→ **TRY IT**
Read through the entries below and copy each line where "переулок" turns up.

Records from a collection:
▶

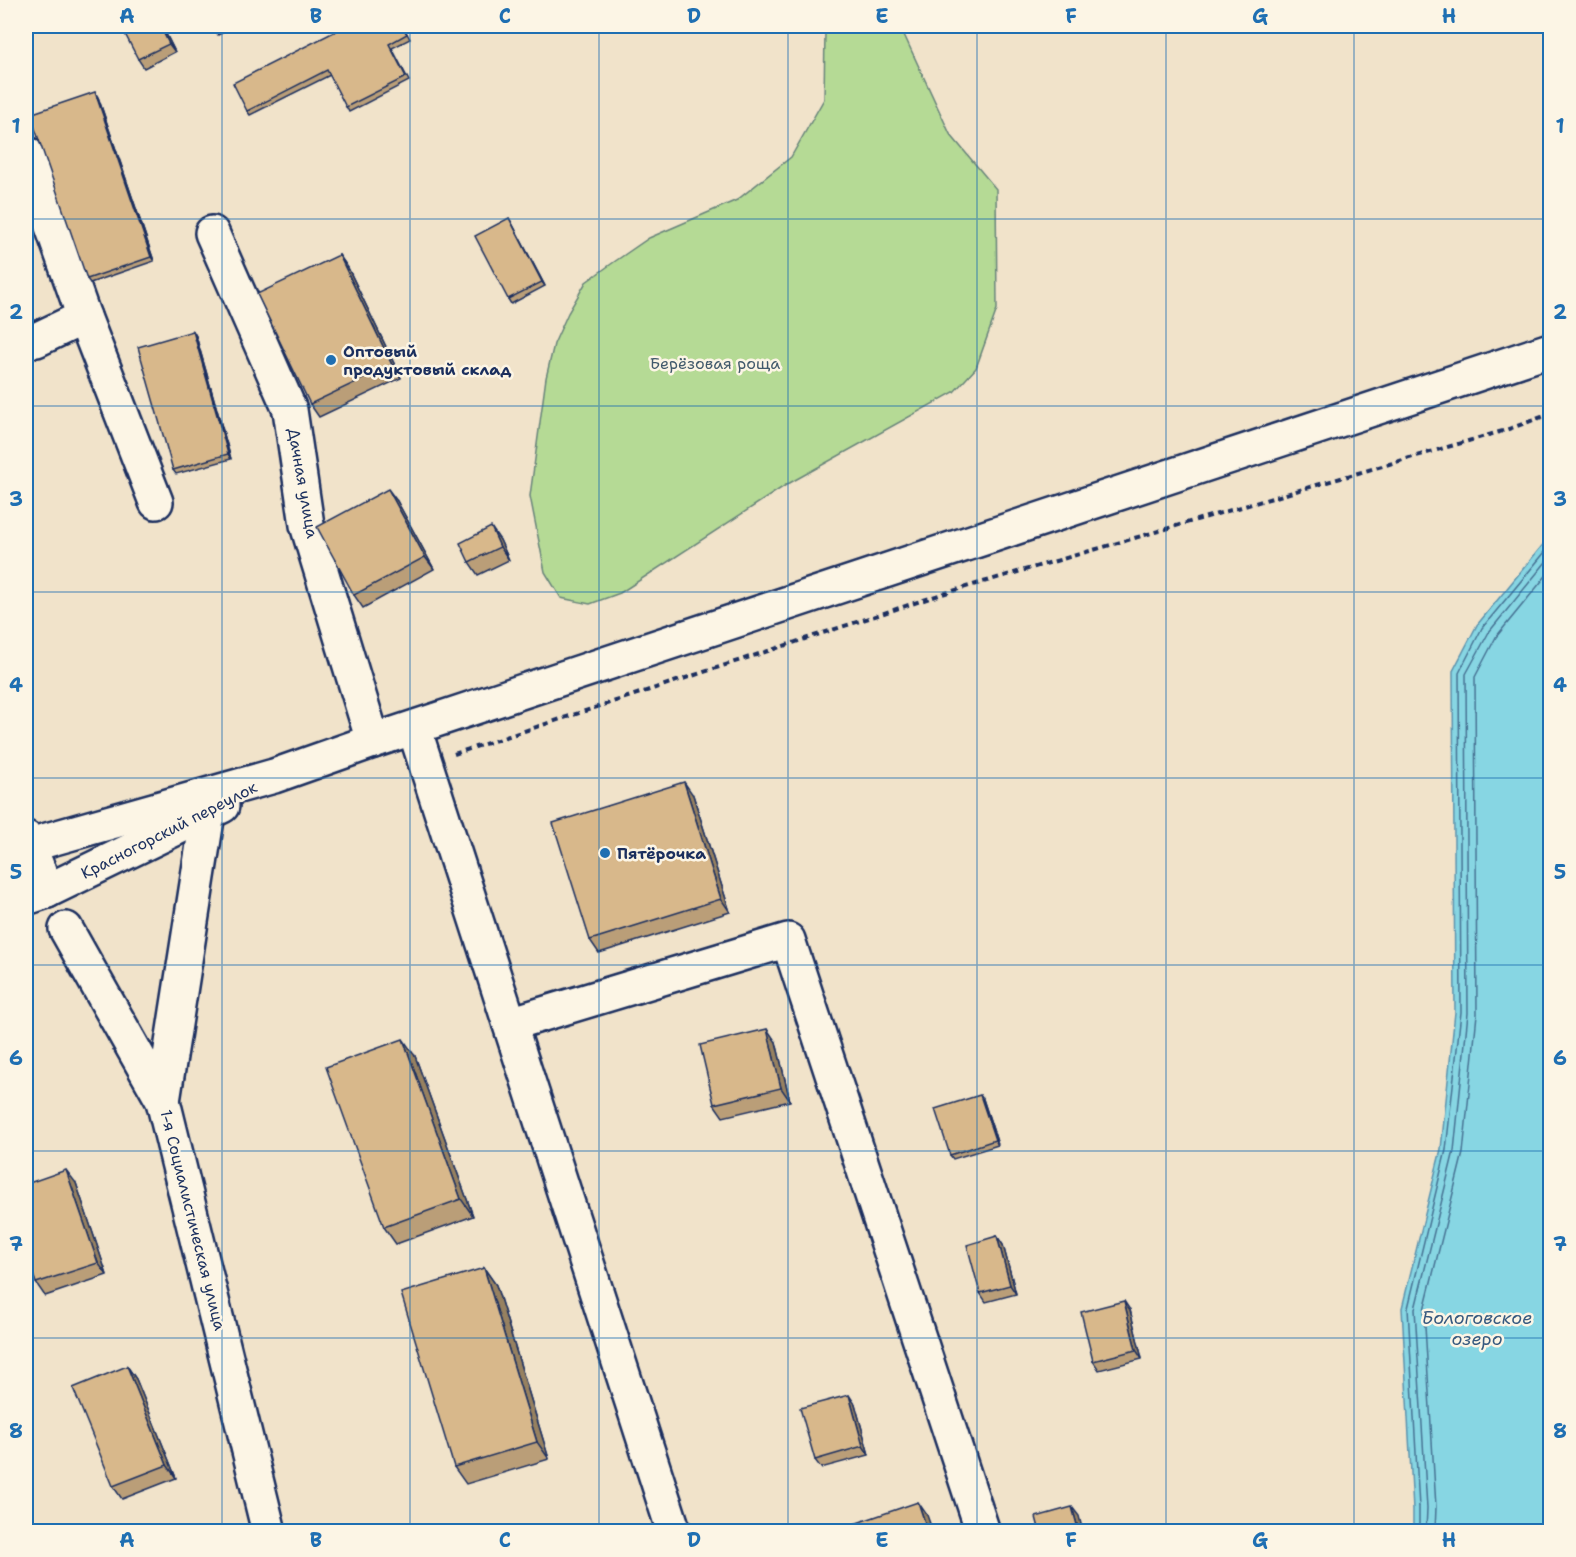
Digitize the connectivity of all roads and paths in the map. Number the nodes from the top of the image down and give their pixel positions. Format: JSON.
{"nodes":[{"id":1,"x":26,"y":153,"type":"edge"},
{"id":2,"x":212,"y":232,"type":"dead end"},
{"id":3,"x":84,"y":317,"type":"junction"},
{"id":4,"x":26,"y":341,"type":"edge"},
{"id":5,"x":1551,"y":350,"type":"edge"},
{"id":6,"x":1551,"y":414,"type":"edge"},
{"id":7,"x":156,"y":502,"type":"dead end"},
{"id":8,"x":414,"y":728,"type":"junction"},
{"id":9,"x":373,"y":741,"type":"junction"},
{"id":10,"x":426,"y":763,"type":"junction"},
{"id":11,"x":274,"y":776,"type":"junction"},
{"id":12,"x":208,"y":813,"type":"junction"},
{"id":13,"x":26,"y":843,"type":"edge"},
{"id":14,"x":36,"y":895,"type":"edge"},
{"id":15,"x":66,"y":929,"type":"dead end"},
{"id":16,"x":510,"y":1024,"type":"junction"},
{"id":17,"x":163,"y":1101,"type":"junction"},
{"id":18,"x":269,"y":1532,"type":"edge"},
{"id":19,"x":674,"y":1532,"type":"edge"},
{"id":20,"x":983,"y":1532,"type":"edge"}],
"edges":[{"from":1,"to":3,"type":"main road"},
{"from":2,"to":9,"type":"main road","name":"Дачная улица"},
{"from":3,"to":4,"type":"main road"},
{"from":3,"to":7,"type":"main road"},
{"from":5,"to":8,"type":"main road"},
{"from":6,"to":10,"type":"path"},
{"from":8,"to":9,"type":"main road"},
{"from":8,"to":10,"type":"main road"},
{"from":9,"to":11,"type":"main road"},
{"from":10,"to":16,"type":"main road"},
{"from":11,"to":12,"type":"main road","name":"Красногорский переулок"},
{"from":11,"to":13,"type":"main road","name":"Красногорский переулок"},
{"from":12,"to":14,"type":"main road","name":"Красногорский переулок"},
{"from":12,"to":17,"type":"main road"},
{"from":13,"to":14,"type":"main road"},
{"from":15,"to":17,"type":"main road","name":"1-я Социалистическая улица"},
{"from":16,"to":19,"type":"main road"},
{"from":16,"to":20,"type":"main road"},
{"from":17,"to":18,"type":"main road","name":"1-я Социалистическая улица"}]}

◀

→ **RESULT OF THE TASK**
{"from":11,"to":12,"type":"main road","name":"Красногорский переулок"},
{"from":11,"to":13,"type":"main road","name":"Красногорский переулок"},
{"from":12,"to":14,"type":"main road","name":"Красногорский переулок"},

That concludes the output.